We are adapting to a new normal. We stand apart but not alone as we realise that collaboration, co-operation and community are the only tools we have, to help us to overcome this virus.
Many of us are finding it difficult to live with the uncertainty. Not knowing what is going to happen is what disturbs our peace of mind and keeps us awake at night. Have I got an infection? Will I get it if I go out to the shop? How long will I have to stay cocooned? If I don’t get the disease now will I get it later when people start going out again? When will it be safe to leave my house? Who will look after me if I get ill?
Uncertainty leads to anxiety. Anxiety blocks joy and leads to unnecessary suffering. Buddhists have an eloquent way of explaining how worry contributes to suffering. When something terrible happens, such as COVID-19, it is as if an arrow has pierced us, and this causes pain. We have no control over this event or the pain that it causes. But we can choose our response to what has happened. If we respond with anxiety and fear, we are piercing ourselves with a second arrow, and this doubles our suffering. We have no control over the first event, but we can choose not to cause more harm to ourselves in the way we respond.
Anxiety makes us imagine that things are much worse than they are. We feel sure that our whole family will get ill. We think that we must prepare for the worst and begin stockpiling groceries and fuel. We watch the news and continuously scan social media for information that we believe could save our lives. We imagine that by being prepared, we will be better able to deal with the inevitable disaster.

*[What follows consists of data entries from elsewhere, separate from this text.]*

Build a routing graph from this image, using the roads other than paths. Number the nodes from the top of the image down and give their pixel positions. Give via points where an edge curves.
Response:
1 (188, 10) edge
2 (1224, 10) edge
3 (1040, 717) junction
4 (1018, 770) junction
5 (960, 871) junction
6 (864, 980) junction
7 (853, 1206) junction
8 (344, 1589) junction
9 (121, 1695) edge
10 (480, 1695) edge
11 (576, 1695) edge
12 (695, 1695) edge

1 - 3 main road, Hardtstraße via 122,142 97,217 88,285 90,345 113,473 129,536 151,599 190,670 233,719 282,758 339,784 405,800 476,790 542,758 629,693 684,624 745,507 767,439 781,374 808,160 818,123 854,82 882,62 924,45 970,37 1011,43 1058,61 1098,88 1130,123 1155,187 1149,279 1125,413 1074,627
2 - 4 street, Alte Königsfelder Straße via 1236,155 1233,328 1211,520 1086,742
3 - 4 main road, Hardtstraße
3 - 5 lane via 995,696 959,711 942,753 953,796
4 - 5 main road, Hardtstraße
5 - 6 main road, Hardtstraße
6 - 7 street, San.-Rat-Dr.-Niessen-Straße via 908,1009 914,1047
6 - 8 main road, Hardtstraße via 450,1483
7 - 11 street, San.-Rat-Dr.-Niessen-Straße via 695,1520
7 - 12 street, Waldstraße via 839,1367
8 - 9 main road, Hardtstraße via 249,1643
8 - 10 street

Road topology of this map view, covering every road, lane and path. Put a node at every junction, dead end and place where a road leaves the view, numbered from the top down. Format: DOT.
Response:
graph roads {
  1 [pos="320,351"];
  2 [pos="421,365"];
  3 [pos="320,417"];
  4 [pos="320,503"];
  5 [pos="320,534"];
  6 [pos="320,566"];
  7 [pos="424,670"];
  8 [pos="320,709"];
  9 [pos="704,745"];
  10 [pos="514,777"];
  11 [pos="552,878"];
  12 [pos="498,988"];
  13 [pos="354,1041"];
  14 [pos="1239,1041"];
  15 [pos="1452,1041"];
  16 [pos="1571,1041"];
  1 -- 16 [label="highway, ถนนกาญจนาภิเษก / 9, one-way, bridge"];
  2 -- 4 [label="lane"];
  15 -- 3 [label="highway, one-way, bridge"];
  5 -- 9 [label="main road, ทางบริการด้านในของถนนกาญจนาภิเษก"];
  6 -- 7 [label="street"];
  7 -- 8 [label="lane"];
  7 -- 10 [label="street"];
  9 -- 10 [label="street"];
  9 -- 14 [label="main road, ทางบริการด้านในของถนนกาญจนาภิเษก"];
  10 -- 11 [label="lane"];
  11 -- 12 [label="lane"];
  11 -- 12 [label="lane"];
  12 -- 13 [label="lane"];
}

Anxiety also causes us to blame others for our misfortune. There is always someone to blame, politicians, the Chinese, health care professionals, the man who coughed in the shop three weeks ago and did not cover his mouth.
Blaming is a form of self-soothing that, like over- preparation, helps us to feel safer temporarily but becomes exhausting over time and is not a healthy way to manage uncertainty.
So, how do we live with uncertainty without getting over-anxious and engaging in unhealthy coping strategies?
1. We do the most important things such as arranging to have an adequate supply of food and fuel.
2. We continue to wash our hands, cough into a tissue or our elbow and maintain social distancing.
3. We work from home if possible.
4. We do not let grandchildren visit their grandparents.
5. We only listen to the news once or twice daily and avoid scanning social media. Instead, we choose a reliable site such as www.hse.ie or www.hpsc.ie for accurate and relevant information.
On the days when we do not feel particularly cheerful or positive, it is vital to acknowledge this, and be kind and compassionate to ourselves. It may help to remember that everyone is finding things difficult right now. It is difficult to concentrate on tasks, to feel motivated and to complete projects because of global anxiety and uncertainty. The website self-compassion.org has examples of compassion meditations that can help you practice self-kindness. These breathing and meditation exercises are a powerful way of re-balancing your heart, brain and hormonal systems. Even five minutes of practice can be enough to restore your equilibrium, balance your emotions and lift your mood.
It can also be helpful to form a routine. Routines help people to get through difficult situations, such as recovery from illness and bereavement. If you are not currently working, it can help to make sure you get up and get dressed every day. Healthy eating, fresh air and regular exercise with adequate sleep and rest time are also vital to staying well and free from excessive worry.
Try to include a fun or engaging activity in your day. If you live alone or have low energy levels due to illness, jigsaws, puzzles, knitting, sewing or painting are activities that do not require physical effort and engage your brain, giving it a rest from continuously worrying about the future. The positive effects of such engagement will last long after you have finished the activity.
Take time to listen to your favourite music. Turn up the volume (remember to let the dog out first) or plug in your headphones and listen. Music increases brain hormones that can reduce feelings of stress and depression.
Finally, contact your GP if you feel that you are becoming overwhelmed by anxiety or depressive symptoms. You may not be able to attend the surgery, but they will offer you a telephone or video appointment. Do not ignore the signs of physical or mental illness. Your GP is still available for advice and treatment.